* _Activity_
Your answer should be every line of the entries that has the string "nodes" in it.

* _Records for processing_
_ _ _ _
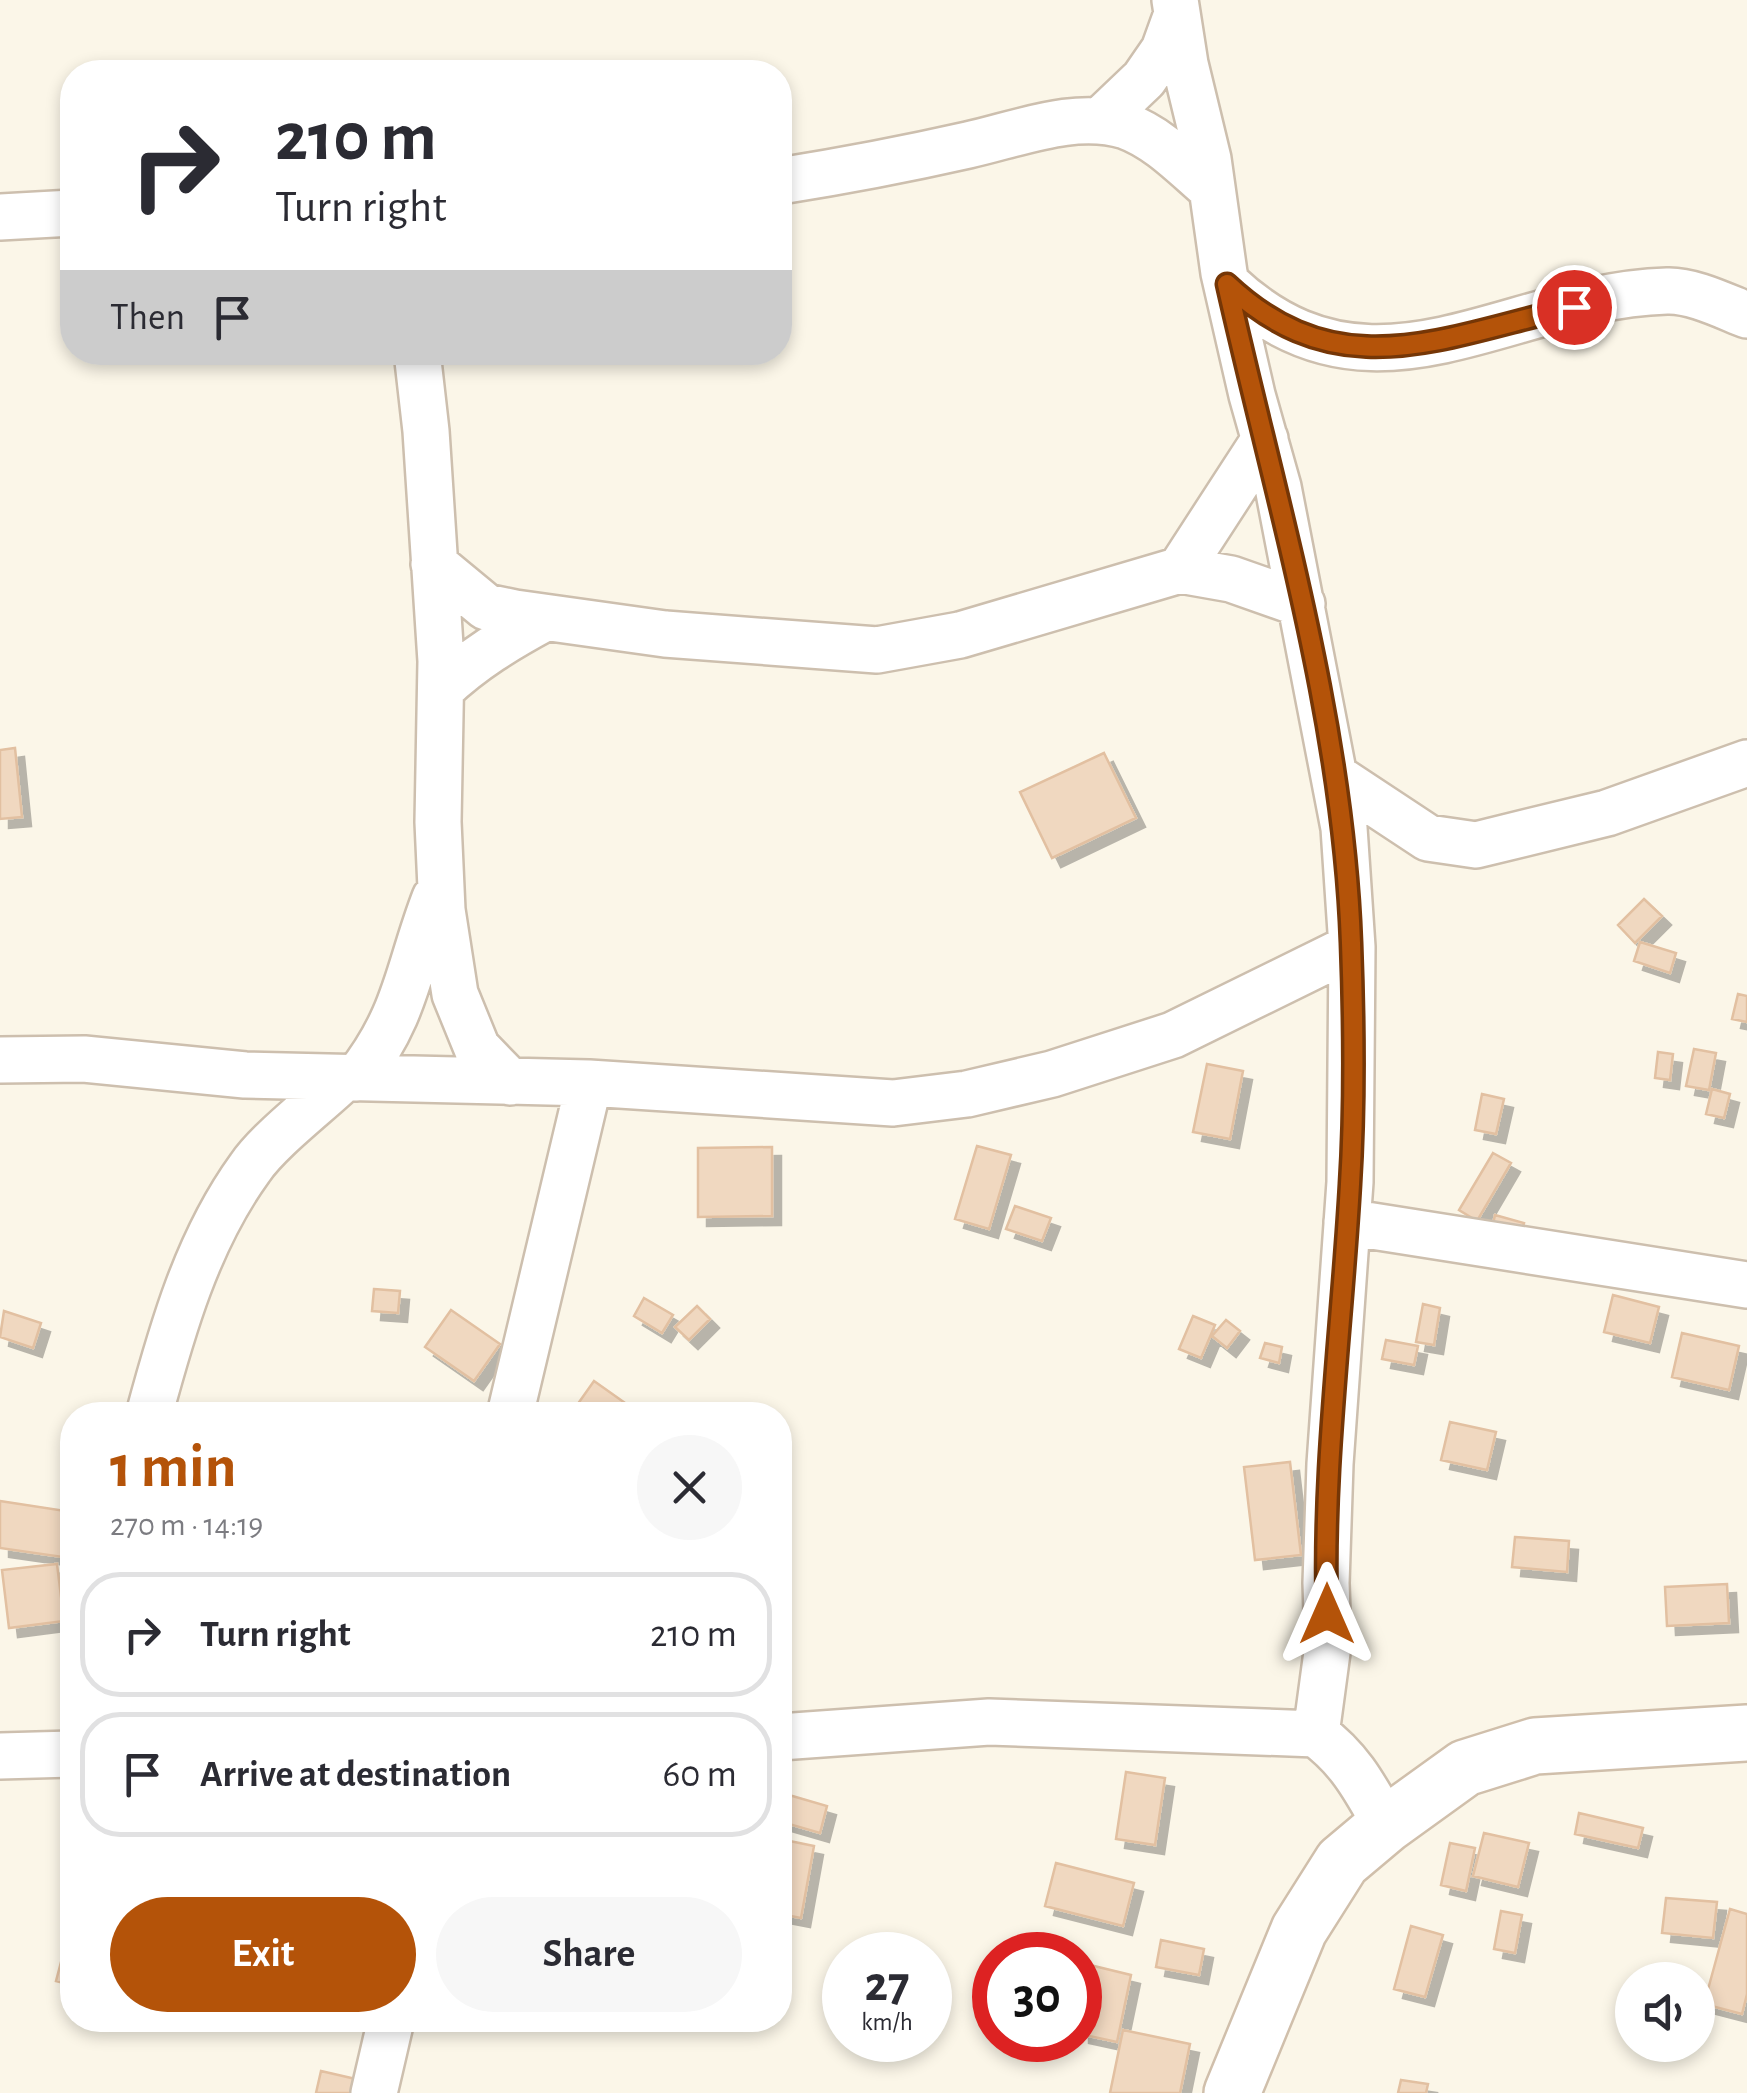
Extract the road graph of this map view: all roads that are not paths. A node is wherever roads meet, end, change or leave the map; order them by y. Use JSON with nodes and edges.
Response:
{"nodes":[{"id":1,"x":1176,"y":7,"type":"edge"},
{"id":2,"x":1102,"y":120,"type":"junction"},
{"id":3,"x":792,"y":179,"type":"edge"},
{"id":4,"x":1212,"y":189,"type":"junction"},
{"id":5,"x":60,"y":214,"type":"edge"},
{"id":6,"x":0,"y":216,"type":"edge"},
{"id":7,"x":1227,"y":284,"type":"junction"},
{"id":8,"x":1747,"y":315,"type":"edge"},
{"id":9,"x":418,"y":365,"type":"edge"},
{"id":10,"x":1265,"y":439,"type":"junction"},
{"id":11,"x":434,"y":564,"type":"junction"},
{"id":12,"x":1180,"y":570,"type":"junction"},
{"id":13,"x":1302,"y":604,"type":"junction"},
{"id":14,"x":545,"y":618,"type":"junction"},
{"id":15,"x":440,"y":690,"type":"junction"},
{"id":16,"x":1747,"y":763,"type":"edge"},
{"id":17,"x":1334,"y":776,"type":"junction"},
{"id":18,"x":440,"y":882,"type":"junction"},
{"id":19,"x":1352,"y":948,"type":"junction"},
{"id":20,"x":0,"y":1060,"type":"edge"},
{"id":21,"x":351,"y":1078,"type":"junction"},
{"id":22,"x":510,"y":1082,"type":"junction"},
{"id":23,"x":589,"y":1083,"type":"junction"},
{"id":24,"x":1347,"y":1222,"type":"junction"},
{"id":25,"x":1747,"y":1285,"type":"edge"},
{"id":26,"x":153,"y":1402,"type":"edge"},
{"id":27,"x":513,"y":1402,"type":"edge"},
{"id":28,"x":1747,"y":1733,"type":"edge"},
{"id":29,"x":1316,"y":1734,"type":"junction"},
{"id":30,"x":792,"y":1736,"type":"edge"},
{"id":31,"x":60,"y":1754,"type":"edge"},
{"id":32,"x":0,"y":1756,"type":"edge"},
{"id":33,"x":1386,"y":1825,"type":"junction"},
{"id":34,"x":387,"y":2032,"type":"edge"},
{"id":35,"x":374,"y":2093,"type":"edge"},
{"id":36,"x":1232,"y":2093,"type":"edge"}],
"edges":[{"from":1,"to":2,"type":"street"},
{"from":1,"to":4,"type":"street"},
{"from":2,"to":3,"type":"street"},
{"from":2,"to":4,"type":"street"},
{"from":4,"to":7,"type":"street"},
{"from":5,"to":6,"type":"street"},
{"from":7,"to":8,"type":"street"},
{"from":7,"to":10,"type":"street"},
{"from":9,"to":11,"type":"street"},
{"from":10,"to":12,"type":"street"},
{"from":10,"to":13,"type":"street"},
{"from":11,"to":14,"type":"street"},
{"from":11,"to":15,"type":"street"},
{"from":12,"to":13,"type":"street"},
{"from":12,"to":14,"type":"street"},
{"from":13,"to":17,"type":"street"},
{"from":14,"to":15,"type":"street"},
{"from":15,"to":18,"type":"street"},
{"from":16,"to":17,"type":"street"},
{"from":17,"to":19,"type":"street"},
{"from":18,"to":21,"type":"street"},
{"from":18,"to":22,"type":"street"},
{"from":19,"to":23,"type":"street"},
{"from":19,"to":24,"type":"street"},
{"from":20,"to":21,"type":"street"},
{"from":21,"to":22,"type":"street"},
{"from":21,"to":26,"type":"street"},
{"from":22,"to":23,"type":"street"},
{"from":23,"to":27,"type":"street"},
{"from":24,"to":25,"type":"street"},
{"from":24,"to":29,"type":"street"},
{"from":28,"to":33,"type":"street"},
{"from":29,"to":30,"type":"street"},
{"from":29,"to":33,"type":"street"},
{"from":31,"to":32,"type":"street"},
{"from":33,"to":36,"type":"street"},
{"from":34,"to":35,"type":"street"}]}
_ _ _ _
* _Written answer_
Extract the road graph of this map view: all roads that are not paths. A node is wherever roads meet, end, change or leave the map; order them by y. Use JSON with nodes and edges.
{"nodes":[{"id":1,"x":1176,"y":7,"type":"edge"},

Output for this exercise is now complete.